Return only those lines of the material that contain "lists".

### RECORDED INFORMATION:

────────────────────

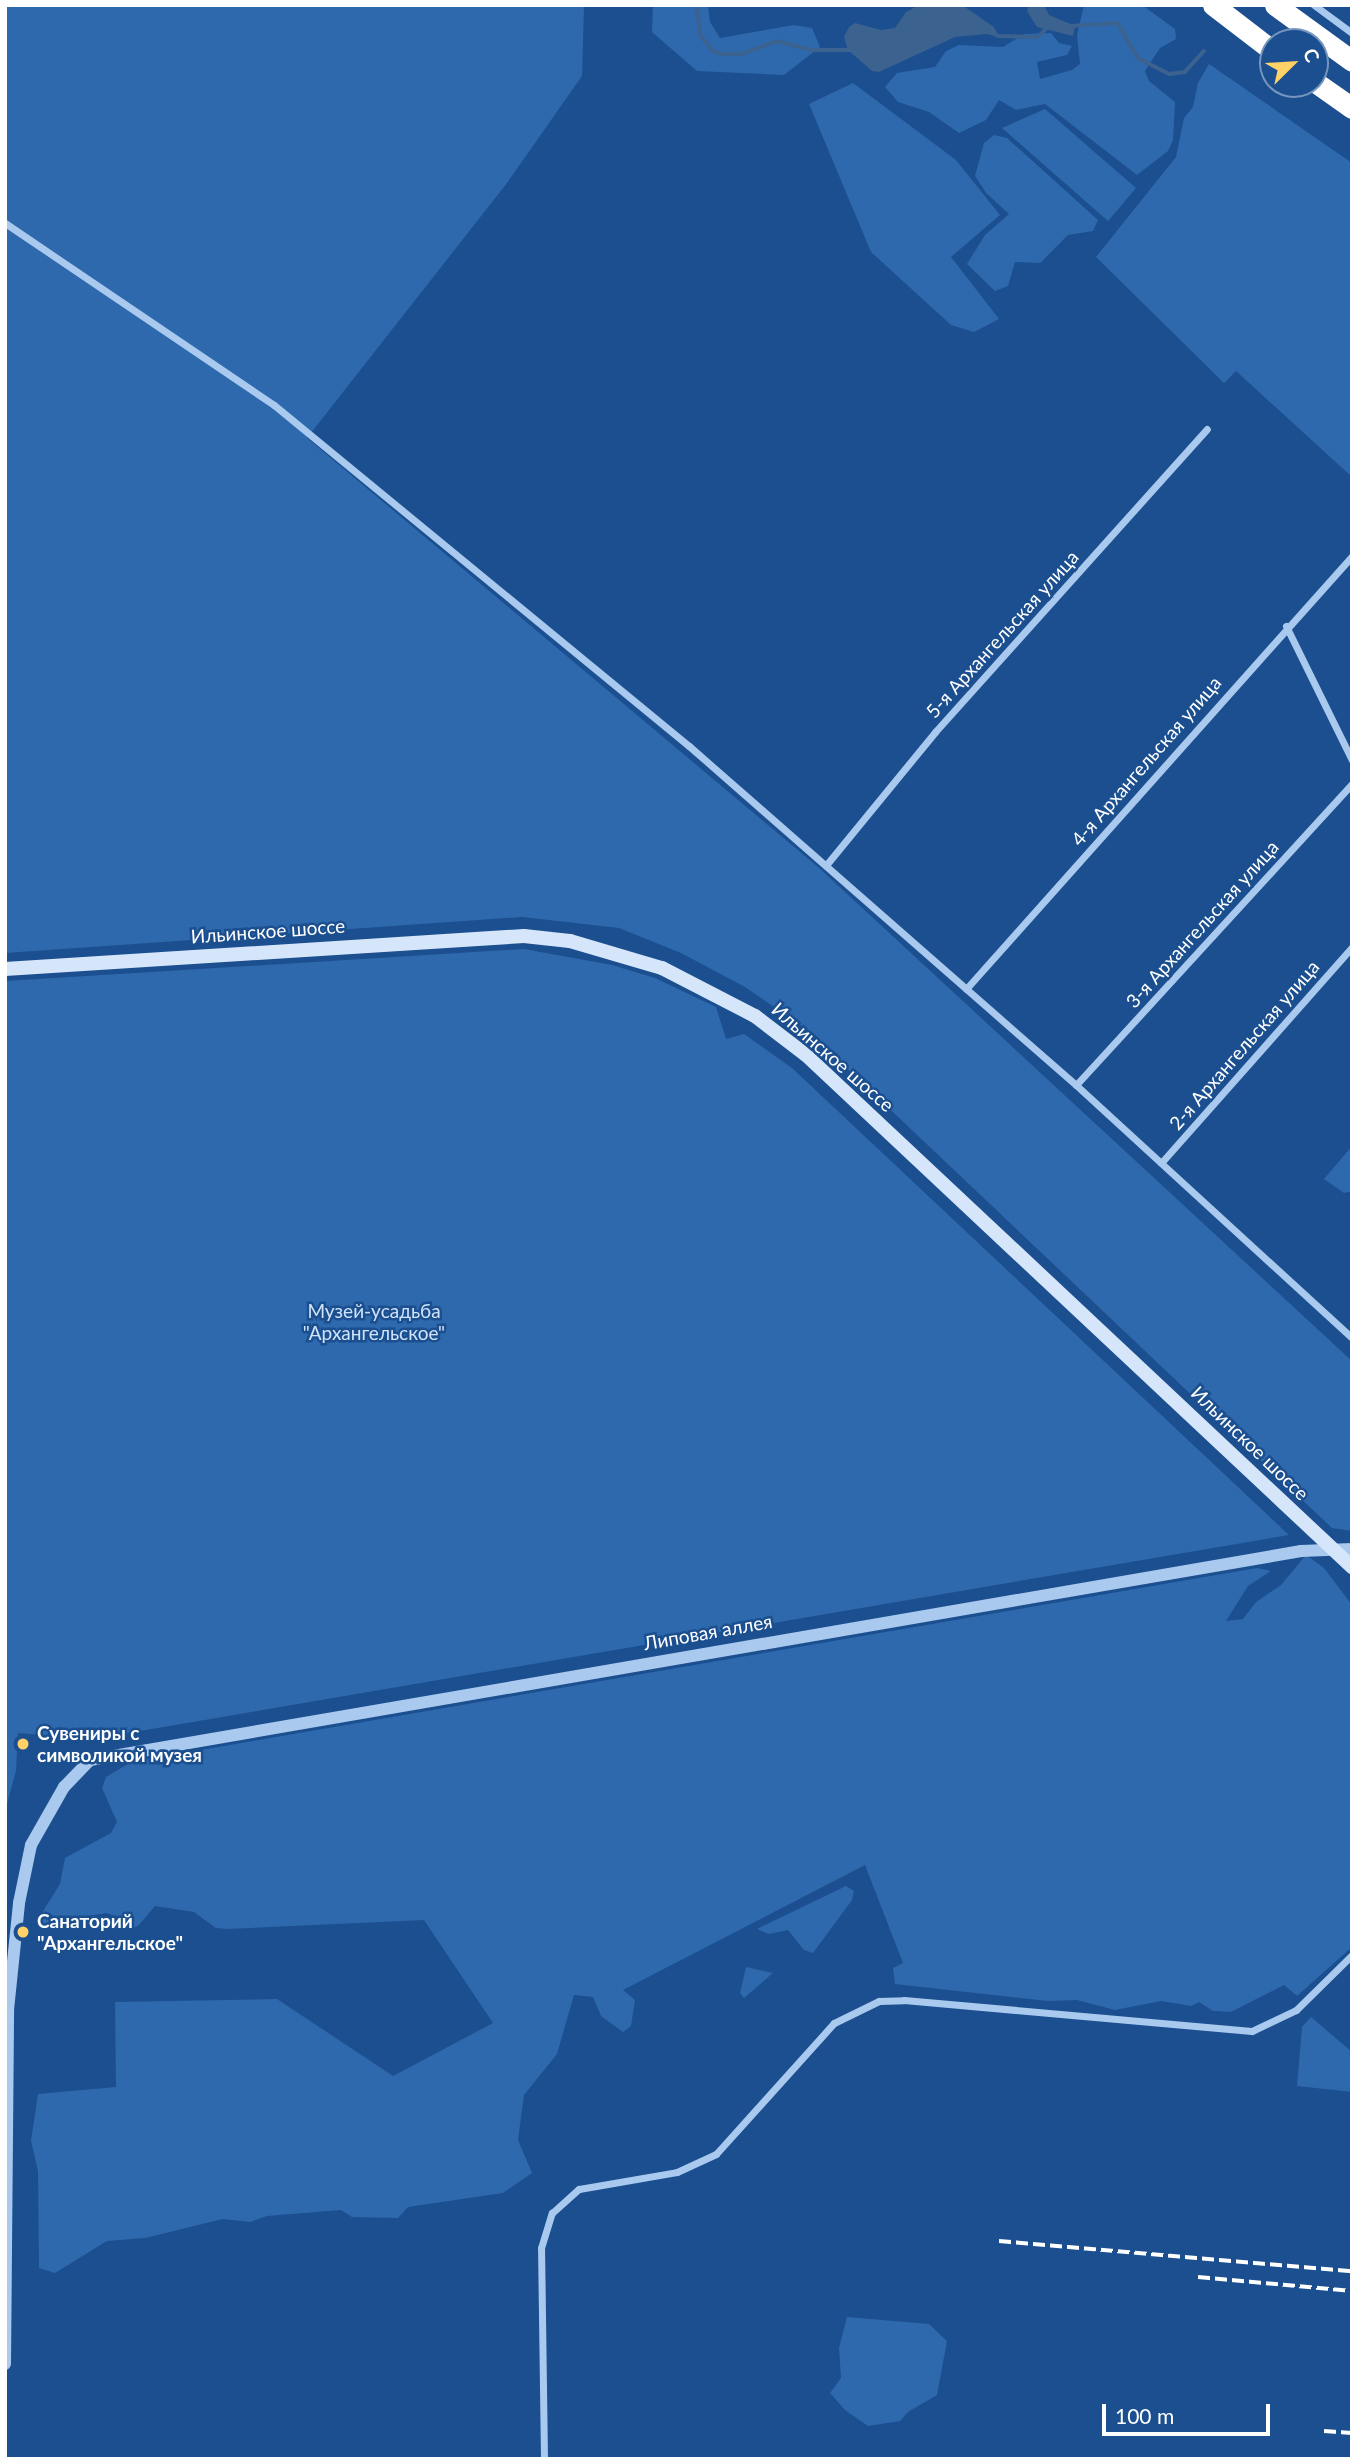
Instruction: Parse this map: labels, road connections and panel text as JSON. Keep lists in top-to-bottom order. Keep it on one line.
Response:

────────────────────

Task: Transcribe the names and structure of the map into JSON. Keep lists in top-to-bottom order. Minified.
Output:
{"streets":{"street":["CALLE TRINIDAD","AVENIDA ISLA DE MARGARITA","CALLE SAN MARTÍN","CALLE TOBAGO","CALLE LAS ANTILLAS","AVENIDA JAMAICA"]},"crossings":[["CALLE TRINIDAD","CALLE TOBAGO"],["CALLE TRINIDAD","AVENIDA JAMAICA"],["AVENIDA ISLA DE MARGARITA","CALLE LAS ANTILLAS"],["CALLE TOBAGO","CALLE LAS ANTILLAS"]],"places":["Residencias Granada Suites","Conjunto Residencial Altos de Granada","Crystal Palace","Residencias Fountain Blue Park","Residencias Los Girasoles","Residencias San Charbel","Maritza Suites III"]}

────────────────────

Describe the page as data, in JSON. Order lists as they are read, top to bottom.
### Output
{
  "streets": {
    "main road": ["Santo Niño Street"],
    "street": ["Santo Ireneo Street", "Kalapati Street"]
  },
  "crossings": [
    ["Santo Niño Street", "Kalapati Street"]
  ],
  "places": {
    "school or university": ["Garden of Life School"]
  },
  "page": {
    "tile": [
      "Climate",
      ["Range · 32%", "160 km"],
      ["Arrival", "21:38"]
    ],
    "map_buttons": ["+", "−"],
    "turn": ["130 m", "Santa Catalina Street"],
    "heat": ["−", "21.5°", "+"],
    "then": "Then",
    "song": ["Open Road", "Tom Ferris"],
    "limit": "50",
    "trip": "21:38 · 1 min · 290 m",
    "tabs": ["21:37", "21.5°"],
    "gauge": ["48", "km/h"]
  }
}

────────────────────

### REPLY:
Instruction: Parse this map: labels, road connections and panel text as JSON. Keep lists in top-to-bottom order. Keep it on one line.
Task: Transcribe the names and structure of the map into JSON. Keep lists in top-to-bottom order. Minified.
Describe the page as data, in JSON. Order lists as they are read, top to bottom.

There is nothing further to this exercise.